In a magnetic sensor having the structure shown in FIG. 14, when the free magnetic layer 5 and the fixed magnetic layers 7 are not formed to have a large thickness to a certain extent, diffusive scattering of conduction electrons having a longer free mean path (majority electrons, such as, up-spin conduction electrons) quickly occurs at the top or the bottom surfaces of the free magnetic layer 5 and the fixed magnetic layers 7, and as a result, the spin diffusion length (movable distance of electrons while the spin state thereof is maintained) is decreased. Consequently, the change ΔR in resistance is decreased, and a problem in that the reproduction output cannot be increased may arise in some cases.
On the other hand, when the thicknesses of the free magnetic layer 5 and the fixed magnetic layers 7 are increased, the problem described above can be solved; however, since a magnetic moment per unit area of the free magnetic layer 5 is increased, the sensitivity is decreased. In addition, since the exchange coupling magnetic field between the fixed magnetic layer 7 and the antiferromagnetic layer 8 is also decreased, a magnetization fixing force for the fixed magnetic layer 7 is decreased, and as a result, a problem in that the MR properties are degraded may arise.
Accordingly, for example, the structure of a magnetic sensor 1A shown in FIG. 15 has been proposed in which the free magnetic layer 5 is formed to have a synthetic ferrimagnetic structure composed of a first free magnetic material layer 5a, a second free magnetic material layer 5b, and a non-magnetic intermediate layer 5c interposed therebetween for solving the problems such as the decrease in reproduction sensitivity.

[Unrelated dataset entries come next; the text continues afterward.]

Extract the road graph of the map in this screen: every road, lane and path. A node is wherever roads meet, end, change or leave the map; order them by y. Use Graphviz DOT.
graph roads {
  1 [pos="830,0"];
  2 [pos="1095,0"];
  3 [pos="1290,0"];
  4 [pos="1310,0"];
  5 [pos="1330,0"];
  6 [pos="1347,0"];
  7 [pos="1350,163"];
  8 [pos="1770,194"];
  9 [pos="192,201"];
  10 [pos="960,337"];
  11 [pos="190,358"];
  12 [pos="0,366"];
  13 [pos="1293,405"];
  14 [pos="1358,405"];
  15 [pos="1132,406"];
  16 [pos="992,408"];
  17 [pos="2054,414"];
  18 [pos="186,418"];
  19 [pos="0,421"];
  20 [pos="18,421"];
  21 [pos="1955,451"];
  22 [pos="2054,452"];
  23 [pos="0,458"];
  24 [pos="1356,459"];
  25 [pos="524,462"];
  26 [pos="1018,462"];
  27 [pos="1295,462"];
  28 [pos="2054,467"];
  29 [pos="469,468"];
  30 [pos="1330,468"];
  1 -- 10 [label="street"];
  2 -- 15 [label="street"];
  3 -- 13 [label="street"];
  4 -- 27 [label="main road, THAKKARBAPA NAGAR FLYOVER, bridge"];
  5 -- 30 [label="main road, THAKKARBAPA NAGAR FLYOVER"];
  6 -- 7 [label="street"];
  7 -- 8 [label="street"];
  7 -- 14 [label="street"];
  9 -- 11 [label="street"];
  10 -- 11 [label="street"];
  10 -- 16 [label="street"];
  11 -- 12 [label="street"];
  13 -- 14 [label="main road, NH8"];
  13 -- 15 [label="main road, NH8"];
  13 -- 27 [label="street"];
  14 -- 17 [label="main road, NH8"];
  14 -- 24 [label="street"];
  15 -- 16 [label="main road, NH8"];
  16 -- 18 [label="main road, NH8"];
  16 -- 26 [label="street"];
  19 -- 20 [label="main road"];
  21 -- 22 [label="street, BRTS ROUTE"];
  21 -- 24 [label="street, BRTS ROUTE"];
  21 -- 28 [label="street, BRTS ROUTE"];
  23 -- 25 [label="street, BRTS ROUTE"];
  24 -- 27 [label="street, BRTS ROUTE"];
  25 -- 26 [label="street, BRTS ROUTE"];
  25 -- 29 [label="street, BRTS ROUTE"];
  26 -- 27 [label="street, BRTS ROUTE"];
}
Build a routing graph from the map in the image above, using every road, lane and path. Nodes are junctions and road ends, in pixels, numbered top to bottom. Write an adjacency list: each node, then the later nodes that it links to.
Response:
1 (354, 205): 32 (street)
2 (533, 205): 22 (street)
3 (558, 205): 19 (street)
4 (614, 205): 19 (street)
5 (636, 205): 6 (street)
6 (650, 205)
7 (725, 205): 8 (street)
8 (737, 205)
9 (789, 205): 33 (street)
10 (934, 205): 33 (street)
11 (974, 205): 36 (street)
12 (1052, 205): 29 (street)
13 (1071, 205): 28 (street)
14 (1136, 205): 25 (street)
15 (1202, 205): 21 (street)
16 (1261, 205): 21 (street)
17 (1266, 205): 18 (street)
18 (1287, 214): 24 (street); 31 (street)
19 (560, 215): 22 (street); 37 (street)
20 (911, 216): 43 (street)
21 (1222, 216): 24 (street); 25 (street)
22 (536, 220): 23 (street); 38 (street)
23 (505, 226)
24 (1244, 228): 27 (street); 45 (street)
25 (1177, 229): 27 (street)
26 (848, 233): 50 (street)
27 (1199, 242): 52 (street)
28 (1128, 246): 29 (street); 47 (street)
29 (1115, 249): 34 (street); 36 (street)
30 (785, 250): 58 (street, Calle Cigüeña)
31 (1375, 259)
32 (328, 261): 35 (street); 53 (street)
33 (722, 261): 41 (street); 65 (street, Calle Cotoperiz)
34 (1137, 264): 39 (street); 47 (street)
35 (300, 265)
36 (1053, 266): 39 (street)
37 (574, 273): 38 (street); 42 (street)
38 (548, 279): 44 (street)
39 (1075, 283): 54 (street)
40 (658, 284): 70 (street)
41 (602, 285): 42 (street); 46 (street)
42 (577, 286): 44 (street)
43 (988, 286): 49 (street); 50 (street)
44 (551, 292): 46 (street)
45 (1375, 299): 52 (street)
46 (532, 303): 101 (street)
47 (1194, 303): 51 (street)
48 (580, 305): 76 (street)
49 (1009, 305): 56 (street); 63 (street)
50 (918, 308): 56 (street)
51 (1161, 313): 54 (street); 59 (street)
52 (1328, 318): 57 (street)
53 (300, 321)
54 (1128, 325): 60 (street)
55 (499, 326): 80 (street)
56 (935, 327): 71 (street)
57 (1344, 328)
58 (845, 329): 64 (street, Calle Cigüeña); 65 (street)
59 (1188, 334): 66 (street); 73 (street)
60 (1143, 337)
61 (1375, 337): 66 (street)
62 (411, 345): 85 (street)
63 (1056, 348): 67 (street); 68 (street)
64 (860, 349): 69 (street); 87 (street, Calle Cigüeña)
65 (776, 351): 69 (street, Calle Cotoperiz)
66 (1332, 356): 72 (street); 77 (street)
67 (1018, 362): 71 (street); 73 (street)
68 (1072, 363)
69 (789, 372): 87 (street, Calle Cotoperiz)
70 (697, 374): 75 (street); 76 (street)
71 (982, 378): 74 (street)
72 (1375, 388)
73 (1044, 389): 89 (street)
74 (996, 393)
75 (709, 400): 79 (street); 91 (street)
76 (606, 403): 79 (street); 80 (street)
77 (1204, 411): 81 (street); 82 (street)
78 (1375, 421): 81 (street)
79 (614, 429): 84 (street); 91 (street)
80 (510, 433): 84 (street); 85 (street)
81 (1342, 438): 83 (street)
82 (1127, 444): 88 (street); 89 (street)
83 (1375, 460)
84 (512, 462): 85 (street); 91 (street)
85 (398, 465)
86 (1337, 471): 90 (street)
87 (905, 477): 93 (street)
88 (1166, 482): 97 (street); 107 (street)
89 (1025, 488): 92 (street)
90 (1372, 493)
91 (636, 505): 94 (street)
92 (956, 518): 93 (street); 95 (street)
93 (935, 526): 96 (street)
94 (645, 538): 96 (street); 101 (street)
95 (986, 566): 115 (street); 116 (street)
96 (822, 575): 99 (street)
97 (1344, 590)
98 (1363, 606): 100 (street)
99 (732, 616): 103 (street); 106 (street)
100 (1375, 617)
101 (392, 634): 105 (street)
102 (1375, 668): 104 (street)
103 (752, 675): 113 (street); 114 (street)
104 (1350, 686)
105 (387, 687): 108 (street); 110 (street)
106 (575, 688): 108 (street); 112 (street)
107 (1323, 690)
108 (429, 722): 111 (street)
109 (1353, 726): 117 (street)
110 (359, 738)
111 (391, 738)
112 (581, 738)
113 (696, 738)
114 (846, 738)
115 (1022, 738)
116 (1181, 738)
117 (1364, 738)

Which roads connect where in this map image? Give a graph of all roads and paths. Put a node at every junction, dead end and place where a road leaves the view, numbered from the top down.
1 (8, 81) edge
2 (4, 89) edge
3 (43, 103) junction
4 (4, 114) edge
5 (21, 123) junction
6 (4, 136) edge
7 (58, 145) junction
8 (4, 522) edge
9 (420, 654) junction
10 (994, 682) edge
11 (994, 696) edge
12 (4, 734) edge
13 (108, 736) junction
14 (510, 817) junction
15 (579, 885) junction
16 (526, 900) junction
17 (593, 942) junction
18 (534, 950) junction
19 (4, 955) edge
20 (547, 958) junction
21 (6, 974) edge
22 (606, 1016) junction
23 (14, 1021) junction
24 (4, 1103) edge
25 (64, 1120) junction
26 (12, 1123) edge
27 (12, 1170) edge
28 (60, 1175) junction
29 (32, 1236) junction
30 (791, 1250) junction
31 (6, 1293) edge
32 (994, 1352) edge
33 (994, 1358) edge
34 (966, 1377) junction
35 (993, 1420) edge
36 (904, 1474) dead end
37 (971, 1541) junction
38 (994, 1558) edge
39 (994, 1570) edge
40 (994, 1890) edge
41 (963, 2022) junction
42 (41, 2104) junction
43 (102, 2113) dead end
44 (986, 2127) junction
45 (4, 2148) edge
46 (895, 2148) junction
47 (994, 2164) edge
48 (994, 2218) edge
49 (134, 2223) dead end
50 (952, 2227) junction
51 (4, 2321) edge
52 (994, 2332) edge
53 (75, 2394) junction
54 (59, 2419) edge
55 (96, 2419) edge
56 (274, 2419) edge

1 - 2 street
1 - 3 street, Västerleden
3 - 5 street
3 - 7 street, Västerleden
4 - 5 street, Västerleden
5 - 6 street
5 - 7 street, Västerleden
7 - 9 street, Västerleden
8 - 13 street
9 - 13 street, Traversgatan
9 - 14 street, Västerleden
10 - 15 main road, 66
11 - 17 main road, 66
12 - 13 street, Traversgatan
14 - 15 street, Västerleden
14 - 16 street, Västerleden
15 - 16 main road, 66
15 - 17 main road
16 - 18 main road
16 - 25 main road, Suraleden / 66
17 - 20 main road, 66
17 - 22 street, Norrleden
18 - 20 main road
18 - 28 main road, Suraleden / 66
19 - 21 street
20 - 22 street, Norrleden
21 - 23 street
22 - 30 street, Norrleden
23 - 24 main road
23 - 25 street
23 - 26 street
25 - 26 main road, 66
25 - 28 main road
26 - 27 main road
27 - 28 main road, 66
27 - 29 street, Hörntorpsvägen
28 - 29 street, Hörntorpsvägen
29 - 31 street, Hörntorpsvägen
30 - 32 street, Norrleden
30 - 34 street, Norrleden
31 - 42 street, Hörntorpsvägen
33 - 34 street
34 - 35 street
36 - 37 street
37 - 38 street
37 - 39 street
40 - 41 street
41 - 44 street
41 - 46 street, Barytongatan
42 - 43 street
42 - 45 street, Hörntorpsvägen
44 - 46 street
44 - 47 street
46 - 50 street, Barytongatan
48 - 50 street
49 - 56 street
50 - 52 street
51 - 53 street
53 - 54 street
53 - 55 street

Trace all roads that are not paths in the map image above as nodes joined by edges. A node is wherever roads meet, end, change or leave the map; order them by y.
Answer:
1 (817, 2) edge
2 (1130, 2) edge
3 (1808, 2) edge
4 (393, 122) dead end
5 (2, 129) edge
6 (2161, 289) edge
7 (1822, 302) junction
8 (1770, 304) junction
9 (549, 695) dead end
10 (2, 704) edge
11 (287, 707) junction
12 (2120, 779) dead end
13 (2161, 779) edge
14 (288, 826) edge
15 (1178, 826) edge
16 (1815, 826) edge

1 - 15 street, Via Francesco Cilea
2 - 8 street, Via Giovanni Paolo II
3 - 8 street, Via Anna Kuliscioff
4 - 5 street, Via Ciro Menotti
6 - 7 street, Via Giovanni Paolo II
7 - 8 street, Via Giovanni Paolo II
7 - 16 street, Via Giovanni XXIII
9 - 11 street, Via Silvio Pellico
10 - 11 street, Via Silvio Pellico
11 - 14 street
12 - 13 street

However, when the structure shown in FIG. 15 is formed, the following problems occur. For example, as shown in FIG. 15, the first free magnetic material layer 5a and the second free magnetic material layer 5b are magnetized in a direction to the left in the figure (as shown by the arrow) and in a direction to the right in the figure (as shown by the arrow), respectively, and the fixed magnetic layers 7 are magnetized in a height direction (Y direction in the figure). In the case in which an external magnetic field enters the magnetic sensor along the Y direction, when the magnetization of the first free magnetic material layer 5a is rotated in the Y direction shown in the figure, and the magnetization of the second free magnetic material layer 5b is rotated in a direction opposite to the Y direction shown in the figure, a magnetization direction of the first free magnetic material layer 5a and that of the fixed magnetic material layer 7 decrease the resistance, and on the other hand, a magnetization direction of the second free magnetic material layer 5b and that of the fixed magnetic material layer 7 increase the resistance. Hence, the changes in resistance are cancelled out, and as a result, a high rate of change in resistance cannot be obtained. When the fixed magnetic layer 7 is formed to have a synthetic ferrimagnetic structure as described above, the same problems as described above occur.